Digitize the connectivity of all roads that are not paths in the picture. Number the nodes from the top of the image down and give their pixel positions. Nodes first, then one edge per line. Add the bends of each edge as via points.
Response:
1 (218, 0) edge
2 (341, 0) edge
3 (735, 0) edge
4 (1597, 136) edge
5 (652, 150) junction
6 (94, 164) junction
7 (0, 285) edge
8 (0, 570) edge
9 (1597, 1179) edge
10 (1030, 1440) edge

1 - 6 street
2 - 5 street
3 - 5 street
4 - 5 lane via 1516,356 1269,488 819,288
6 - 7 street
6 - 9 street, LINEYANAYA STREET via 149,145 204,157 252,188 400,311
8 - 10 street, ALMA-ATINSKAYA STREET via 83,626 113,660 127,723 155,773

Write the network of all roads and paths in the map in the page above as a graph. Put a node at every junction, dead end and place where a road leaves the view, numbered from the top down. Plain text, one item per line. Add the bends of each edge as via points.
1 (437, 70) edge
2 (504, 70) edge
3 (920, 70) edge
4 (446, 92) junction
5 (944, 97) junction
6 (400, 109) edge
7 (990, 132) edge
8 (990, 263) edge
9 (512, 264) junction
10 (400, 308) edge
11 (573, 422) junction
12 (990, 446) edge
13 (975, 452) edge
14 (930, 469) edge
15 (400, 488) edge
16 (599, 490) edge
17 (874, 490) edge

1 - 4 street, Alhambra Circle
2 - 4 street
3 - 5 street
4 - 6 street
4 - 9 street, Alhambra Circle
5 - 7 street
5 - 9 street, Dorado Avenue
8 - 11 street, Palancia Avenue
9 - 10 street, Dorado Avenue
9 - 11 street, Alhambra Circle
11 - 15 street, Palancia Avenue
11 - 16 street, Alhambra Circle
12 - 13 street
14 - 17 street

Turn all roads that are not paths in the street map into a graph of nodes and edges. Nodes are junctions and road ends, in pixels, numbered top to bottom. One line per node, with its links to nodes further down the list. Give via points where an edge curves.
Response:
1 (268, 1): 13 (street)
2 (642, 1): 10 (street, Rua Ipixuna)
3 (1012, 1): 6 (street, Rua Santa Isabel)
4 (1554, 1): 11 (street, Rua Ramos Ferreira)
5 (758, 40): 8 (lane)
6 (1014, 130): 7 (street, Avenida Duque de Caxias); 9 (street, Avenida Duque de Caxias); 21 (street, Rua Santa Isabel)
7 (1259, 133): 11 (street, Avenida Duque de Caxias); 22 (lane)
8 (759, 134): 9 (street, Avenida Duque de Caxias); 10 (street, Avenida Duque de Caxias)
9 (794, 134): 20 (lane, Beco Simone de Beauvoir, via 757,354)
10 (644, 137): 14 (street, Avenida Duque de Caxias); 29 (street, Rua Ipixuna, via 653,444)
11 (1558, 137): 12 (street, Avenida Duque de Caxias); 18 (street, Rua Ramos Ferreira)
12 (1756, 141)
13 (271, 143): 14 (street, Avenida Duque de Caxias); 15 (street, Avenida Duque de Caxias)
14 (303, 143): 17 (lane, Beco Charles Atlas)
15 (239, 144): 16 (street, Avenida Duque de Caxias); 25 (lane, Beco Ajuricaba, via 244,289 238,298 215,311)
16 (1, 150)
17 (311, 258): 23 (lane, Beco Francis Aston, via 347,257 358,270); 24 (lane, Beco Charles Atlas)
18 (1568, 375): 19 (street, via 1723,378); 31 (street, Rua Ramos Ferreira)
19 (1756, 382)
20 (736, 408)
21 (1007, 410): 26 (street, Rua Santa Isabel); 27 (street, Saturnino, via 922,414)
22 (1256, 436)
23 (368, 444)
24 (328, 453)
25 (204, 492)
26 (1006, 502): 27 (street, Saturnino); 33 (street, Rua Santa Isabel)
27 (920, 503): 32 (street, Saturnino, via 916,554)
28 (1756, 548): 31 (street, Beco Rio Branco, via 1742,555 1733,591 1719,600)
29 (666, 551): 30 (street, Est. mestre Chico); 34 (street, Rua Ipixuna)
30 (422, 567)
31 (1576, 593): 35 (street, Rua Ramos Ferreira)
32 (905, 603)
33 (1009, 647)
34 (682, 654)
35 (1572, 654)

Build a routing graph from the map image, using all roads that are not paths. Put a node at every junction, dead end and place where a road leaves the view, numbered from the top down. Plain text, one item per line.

■ **EXERCISE OBJECTIVE**:
Copy out each line in the listing that has the word "image".

■ **ANSWER SPACE**:
Digitize the connectivity of all roads that are not paths in the picture. Number the nodes from the top of the image down and give their pixel positions. Nodes first, then one edge per line. Add the bends of each edge as via points.
Build a routing graph from the map image, using all roads that are not paths. Put a node at every junction, dead end and place where a road leaves the view, numbered from the top down. Plain text, one item per line.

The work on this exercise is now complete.